# Intro

This notebook covers:</br>
- **torchtext**</br>
    - Loading data with torchtext</br>
    - Using torchtext Fields, Vocab</br>
    - Building iterator from Fields</br>
- Using **pretrained** word embeddings (FastText)





Loading custom dataset with torchtext [tutorial](https://colab.research.google.com/github/bentrevett/pytorch-sentiment-analysis/blob/master/A%20-%20Using%20TorchText%20with%20Your%20Own%20Datasets.ipynb#scrollTo=dSWFMam5VZeu)</br>
Torchtext in action [notebook](https://colab.research.google.com/github/bentrevett/pytorch-sentiment-analysis/blob/master/1%20-%20Simple%20Sentiment%20Analysis.ipynb#scrollTo=-1_qUNzqlYK6)</br>
Torchtext multiclass classification [tutorial](https://colab.research.google.com/github/bentrevett/pytorch-sentiment-analysis/blob/master/5%20-%20Multi-class%20Sentiment%20Analysis.ipynb#scrollTo=jR7tZ_5mxDAH)

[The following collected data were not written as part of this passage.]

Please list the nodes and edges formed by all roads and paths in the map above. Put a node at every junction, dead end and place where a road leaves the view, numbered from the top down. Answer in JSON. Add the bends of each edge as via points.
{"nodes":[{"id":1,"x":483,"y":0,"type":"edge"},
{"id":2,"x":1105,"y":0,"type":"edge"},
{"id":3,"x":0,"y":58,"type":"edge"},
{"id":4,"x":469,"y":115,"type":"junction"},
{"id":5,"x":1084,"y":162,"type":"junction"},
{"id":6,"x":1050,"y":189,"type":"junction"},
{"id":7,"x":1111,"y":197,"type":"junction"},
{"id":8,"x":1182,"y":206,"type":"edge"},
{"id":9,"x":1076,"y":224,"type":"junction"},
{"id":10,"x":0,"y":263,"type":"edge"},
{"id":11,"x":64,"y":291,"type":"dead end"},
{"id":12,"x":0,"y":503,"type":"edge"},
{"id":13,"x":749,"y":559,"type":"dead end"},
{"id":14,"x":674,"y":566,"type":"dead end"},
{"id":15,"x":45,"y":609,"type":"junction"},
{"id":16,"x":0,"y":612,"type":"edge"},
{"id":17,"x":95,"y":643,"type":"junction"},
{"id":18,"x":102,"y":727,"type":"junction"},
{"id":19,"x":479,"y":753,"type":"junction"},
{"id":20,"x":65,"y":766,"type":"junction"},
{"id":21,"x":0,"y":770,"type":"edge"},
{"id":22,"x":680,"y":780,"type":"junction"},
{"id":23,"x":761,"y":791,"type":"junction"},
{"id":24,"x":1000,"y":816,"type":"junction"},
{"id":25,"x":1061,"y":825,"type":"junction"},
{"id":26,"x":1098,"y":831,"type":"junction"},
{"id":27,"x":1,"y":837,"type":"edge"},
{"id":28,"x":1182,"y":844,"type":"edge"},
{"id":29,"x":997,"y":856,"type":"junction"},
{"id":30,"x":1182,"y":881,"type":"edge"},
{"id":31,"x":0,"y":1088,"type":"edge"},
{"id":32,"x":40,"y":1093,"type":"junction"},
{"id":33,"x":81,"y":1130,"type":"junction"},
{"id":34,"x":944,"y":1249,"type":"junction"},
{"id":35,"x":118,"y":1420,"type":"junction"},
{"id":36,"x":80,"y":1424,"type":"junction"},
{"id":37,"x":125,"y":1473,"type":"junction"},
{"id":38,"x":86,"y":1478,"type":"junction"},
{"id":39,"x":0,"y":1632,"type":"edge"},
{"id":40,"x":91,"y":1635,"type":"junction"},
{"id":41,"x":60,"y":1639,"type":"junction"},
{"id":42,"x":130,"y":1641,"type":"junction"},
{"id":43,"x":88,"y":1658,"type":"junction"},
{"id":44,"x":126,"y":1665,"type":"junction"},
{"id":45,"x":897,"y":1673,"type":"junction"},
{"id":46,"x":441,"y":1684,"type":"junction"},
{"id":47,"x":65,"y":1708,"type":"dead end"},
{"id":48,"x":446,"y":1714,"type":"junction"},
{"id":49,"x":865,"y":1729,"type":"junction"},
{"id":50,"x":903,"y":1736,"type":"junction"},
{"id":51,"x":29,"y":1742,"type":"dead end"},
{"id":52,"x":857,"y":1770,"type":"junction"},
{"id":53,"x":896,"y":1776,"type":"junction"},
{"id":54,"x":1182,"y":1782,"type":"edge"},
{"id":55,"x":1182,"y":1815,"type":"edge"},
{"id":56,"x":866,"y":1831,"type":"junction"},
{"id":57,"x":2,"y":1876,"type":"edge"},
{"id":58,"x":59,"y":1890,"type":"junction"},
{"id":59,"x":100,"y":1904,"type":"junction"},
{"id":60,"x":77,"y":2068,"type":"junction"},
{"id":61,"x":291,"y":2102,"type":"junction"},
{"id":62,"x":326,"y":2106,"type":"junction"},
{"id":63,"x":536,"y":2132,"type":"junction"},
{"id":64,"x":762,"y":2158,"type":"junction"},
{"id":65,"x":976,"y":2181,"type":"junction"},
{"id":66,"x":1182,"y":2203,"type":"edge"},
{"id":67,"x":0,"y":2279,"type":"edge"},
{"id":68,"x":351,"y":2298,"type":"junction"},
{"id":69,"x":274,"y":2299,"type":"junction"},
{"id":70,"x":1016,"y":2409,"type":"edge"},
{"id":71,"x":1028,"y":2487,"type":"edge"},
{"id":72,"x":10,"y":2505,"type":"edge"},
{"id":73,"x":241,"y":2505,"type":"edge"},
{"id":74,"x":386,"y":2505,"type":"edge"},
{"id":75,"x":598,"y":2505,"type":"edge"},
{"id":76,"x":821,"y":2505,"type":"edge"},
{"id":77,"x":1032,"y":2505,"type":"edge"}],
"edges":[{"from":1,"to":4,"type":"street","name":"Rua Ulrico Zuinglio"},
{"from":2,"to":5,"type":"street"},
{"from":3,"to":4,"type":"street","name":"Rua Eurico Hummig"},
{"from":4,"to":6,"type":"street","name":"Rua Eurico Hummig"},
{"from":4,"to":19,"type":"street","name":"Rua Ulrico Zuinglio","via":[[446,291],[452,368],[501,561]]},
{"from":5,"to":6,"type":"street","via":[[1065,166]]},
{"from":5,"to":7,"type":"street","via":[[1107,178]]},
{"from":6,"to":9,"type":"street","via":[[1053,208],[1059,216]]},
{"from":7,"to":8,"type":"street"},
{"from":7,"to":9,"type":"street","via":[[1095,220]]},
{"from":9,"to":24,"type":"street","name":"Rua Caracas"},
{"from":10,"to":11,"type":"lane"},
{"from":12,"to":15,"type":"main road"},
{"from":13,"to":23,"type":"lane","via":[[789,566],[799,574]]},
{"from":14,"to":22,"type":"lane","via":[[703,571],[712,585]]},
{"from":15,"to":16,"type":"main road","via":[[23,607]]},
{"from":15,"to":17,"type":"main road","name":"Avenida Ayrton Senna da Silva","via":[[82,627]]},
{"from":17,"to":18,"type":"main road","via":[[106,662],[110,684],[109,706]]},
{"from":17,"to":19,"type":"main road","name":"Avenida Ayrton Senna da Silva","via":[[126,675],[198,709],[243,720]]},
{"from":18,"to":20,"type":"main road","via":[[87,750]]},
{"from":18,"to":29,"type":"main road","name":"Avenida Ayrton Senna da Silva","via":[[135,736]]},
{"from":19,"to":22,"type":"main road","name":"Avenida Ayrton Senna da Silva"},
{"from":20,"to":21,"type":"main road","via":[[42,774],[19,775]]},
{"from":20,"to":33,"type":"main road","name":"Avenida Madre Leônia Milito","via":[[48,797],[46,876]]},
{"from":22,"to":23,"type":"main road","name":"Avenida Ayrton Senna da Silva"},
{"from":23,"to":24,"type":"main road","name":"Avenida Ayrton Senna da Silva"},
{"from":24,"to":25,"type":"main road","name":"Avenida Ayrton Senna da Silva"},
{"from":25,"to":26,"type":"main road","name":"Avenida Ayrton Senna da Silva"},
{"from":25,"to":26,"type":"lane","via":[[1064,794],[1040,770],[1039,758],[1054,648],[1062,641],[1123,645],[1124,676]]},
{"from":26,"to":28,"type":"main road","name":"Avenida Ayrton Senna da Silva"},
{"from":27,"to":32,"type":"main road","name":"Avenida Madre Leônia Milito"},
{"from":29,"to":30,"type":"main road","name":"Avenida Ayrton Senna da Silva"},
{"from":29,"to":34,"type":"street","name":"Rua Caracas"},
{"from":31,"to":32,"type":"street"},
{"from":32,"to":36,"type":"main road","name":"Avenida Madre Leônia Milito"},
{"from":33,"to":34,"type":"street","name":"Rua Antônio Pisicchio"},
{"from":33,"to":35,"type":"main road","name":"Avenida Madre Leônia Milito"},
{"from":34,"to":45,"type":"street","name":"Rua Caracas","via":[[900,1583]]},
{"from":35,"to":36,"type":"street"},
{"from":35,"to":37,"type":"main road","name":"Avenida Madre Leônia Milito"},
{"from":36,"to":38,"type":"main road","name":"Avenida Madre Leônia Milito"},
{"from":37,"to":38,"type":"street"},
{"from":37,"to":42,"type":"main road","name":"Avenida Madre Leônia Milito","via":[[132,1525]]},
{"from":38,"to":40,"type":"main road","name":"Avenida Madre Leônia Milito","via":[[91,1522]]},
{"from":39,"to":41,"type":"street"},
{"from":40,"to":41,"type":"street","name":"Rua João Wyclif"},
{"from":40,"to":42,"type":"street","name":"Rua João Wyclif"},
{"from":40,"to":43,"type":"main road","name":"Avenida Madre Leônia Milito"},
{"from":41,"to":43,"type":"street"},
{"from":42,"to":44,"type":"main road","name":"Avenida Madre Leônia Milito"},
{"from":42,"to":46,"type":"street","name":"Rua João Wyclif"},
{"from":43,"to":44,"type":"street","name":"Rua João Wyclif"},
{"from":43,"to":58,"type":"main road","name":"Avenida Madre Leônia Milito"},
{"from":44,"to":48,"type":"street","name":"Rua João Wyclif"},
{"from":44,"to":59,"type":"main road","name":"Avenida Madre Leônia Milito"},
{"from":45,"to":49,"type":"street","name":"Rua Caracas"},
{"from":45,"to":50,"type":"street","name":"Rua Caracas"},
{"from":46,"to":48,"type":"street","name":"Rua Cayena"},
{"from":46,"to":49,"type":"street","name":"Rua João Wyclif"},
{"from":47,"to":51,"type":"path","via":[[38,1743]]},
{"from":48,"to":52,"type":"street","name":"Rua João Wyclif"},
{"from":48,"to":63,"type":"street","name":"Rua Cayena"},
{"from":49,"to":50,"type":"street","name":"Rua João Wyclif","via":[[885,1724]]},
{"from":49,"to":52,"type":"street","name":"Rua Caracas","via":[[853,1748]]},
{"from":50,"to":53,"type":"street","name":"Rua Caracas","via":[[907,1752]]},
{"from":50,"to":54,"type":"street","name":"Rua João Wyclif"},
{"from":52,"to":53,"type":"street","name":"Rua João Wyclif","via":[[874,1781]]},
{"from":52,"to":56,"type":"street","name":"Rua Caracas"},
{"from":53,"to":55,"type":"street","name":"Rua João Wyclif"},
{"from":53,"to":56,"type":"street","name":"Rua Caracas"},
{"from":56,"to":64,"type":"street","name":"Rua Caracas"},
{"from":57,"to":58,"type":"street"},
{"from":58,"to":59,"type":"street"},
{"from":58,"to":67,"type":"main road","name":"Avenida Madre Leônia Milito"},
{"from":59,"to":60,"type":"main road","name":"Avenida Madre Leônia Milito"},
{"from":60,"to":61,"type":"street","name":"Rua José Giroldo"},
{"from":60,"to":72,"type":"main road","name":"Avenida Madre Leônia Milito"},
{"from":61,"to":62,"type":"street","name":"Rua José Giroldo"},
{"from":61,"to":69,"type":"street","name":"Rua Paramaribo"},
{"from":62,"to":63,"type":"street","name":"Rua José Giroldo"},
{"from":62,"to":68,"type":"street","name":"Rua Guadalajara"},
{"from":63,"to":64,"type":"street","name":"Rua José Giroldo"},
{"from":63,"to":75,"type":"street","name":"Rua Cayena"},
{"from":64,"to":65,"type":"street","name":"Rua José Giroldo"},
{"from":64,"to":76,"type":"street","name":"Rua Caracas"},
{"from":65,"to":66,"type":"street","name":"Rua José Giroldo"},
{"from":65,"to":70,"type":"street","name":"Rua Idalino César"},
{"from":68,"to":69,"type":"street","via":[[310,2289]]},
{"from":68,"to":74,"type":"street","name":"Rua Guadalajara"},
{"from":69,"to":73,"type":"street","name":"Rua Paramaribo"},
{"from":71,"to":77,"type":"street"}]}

**Note**: Textual explanations are took from aforementioned notebooks

TODO:</br>
Try to use torchtext pipeline for preprocessing

# Setup

In [1]:
!python -m spacy download en_core_web_sm &> /dev/null

In [342]:
import warnings
warnings.filterwarnings("ignore")

from torchtext.legacy import data
from torchtext.vocab import FastText

import torch
import torch.nn as nn
import torch.optim as optim

import pandas as pd
import spacy
import numpy as np
from sklearn.metrics import f1_score

from google_drive_downloader import GoogleDriveDownloader as gdd
from pathlib import Path
from tqdm import tqdm
import json
import time

In [3]:
TRAIN_DATASET_PATH = '/tmp/train-en.tsv'
TRAIN_JSON_DATASET_PATH = '/tmp/train-en.json'
EVAL_DATASET_PATH = '/tmp/eval-en.tsv'
EVAL_JSON_DATASET_PATH = '/tmp/eval-en.json'
TRAIN_DATASET_GDRIVE_ID = '196d23FA_YFJTpu_yDRpXjBG6DPKs9WI2'
EVAL_DATASET_GDRIVE_ID = '1p4O7Y2ePV17gPbwPTOio5EM7QMXHFI5V'
TEXT = 'text'
LABEL = 'label'

MAX_VOCAB_SIZE = 25_000
BATCH_SIZE = 64

In [4]:
def download_data_from_gdrive(local_path, gdrive_file_id):
    if not Path(local_path).is_file():
        gdd.download_file_from_google_drive(
            file_id=gdrive_file_id,
            dest_path=local_path,
        )
download_data_from_gdrive(TRAIN_DATASET_PATH, TRAIN_DATASET_GDRIVE_ID)
download_data_from_gdrive(EVAL_DATASET_PATH, EVAL_DATASET_GDRIVE_ID)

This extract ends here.